Close the Coalhouse Door was first performed in April 1968, just a few weeks before the Manchester City team of Colin Bell and Mike Summerbee arrived up the road for a match that became historic. The play is set in 1968.

Roberto Mancini will know by now that was a year of some significance to Manchester City. It was the last time that City were crowned the best team in England. They won the old First Division title, as it was, and their triumph was clinched at St James’ Park.

That’s one coincidence, the other of course being that City seized the title ahead of Manchester United. It went to the wire – tomorrow’s Premier League games are the penultimate fixtures of the season. In 1968 it was last-day stuff.

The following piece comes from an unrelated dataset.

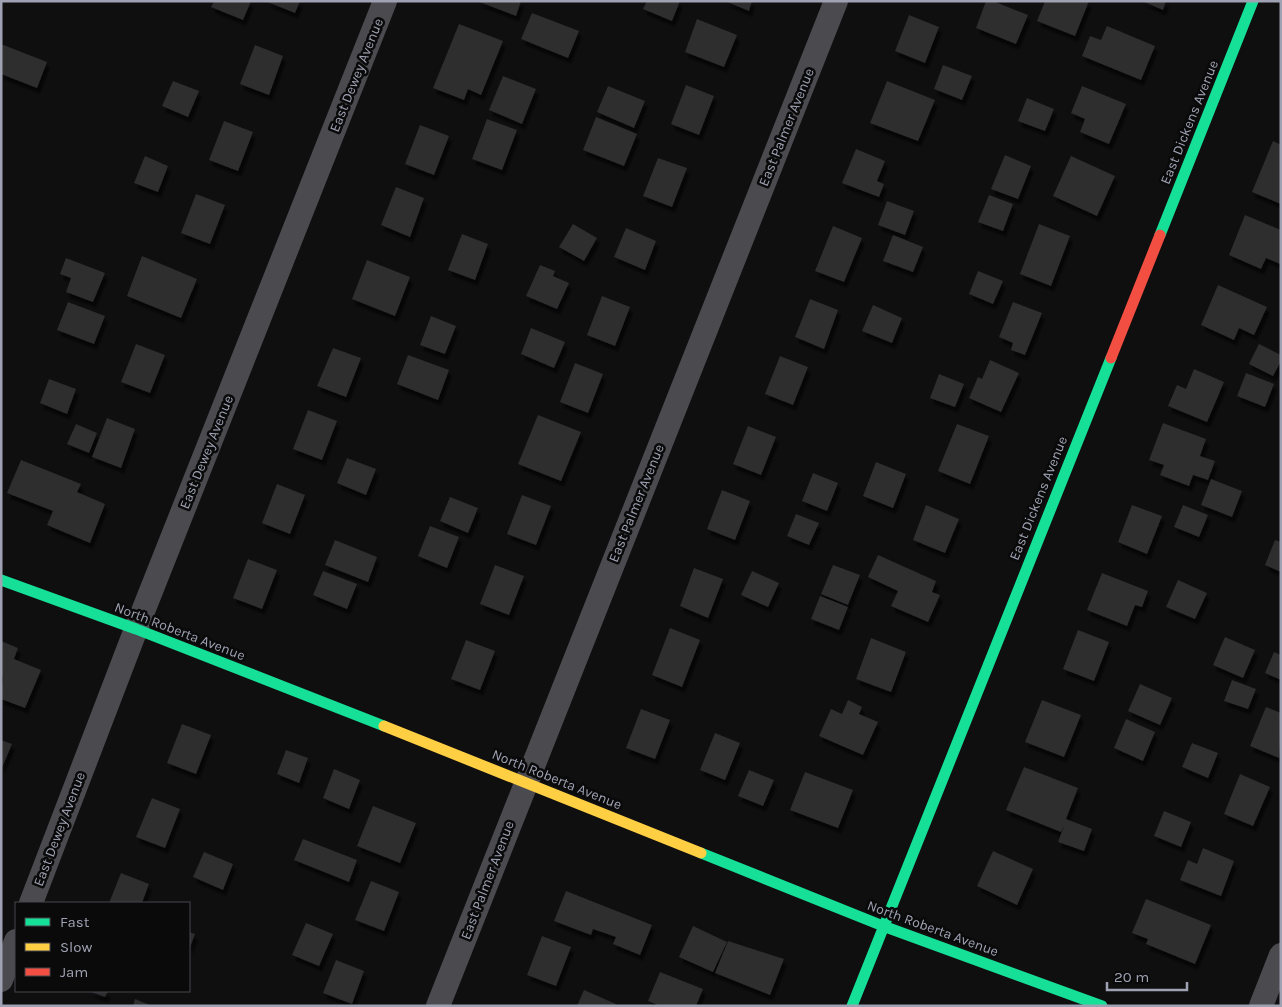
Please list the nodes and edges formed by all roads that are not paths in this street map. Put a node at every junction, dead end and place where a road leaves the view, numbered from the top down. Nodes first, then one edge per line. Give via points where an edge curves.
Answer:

City won at St James’, 4-3. Joe Mercer was the manager. It was the club’s first title since 1937.

Manchester City being Manchester City, they were relegated in 1938. Even so, few could have believed that it would be the late 60s before they were dominant again. A former City player, Matt Busby, helped see to that.

But, similarly, in 1968 at Maine Road they would not have thought it would be another 44 years before the title was potentially theirs. But that is the reality.

Waiting was followed by more waiting. The shadows in which City have stood have mainly been red, from Liverpool to Arsenal to United, and somewhere along the line it became possible to part company with Tommy Hepburn’s analysis of waiting as a secret of success. Because there was no success. Somewhere along the line, the wait in itself becomes a weight.

For City there were any number of downward forks in the road. But some of the burden should have been lightened last season, when City beat United in the FA Cup semi-final, then Stoke City in the final. Men like Yaya Toure know how to win.

But if Mancini’s City are seeking a discussion on the subject of the weight of the wait, they are in the right town tomorrow.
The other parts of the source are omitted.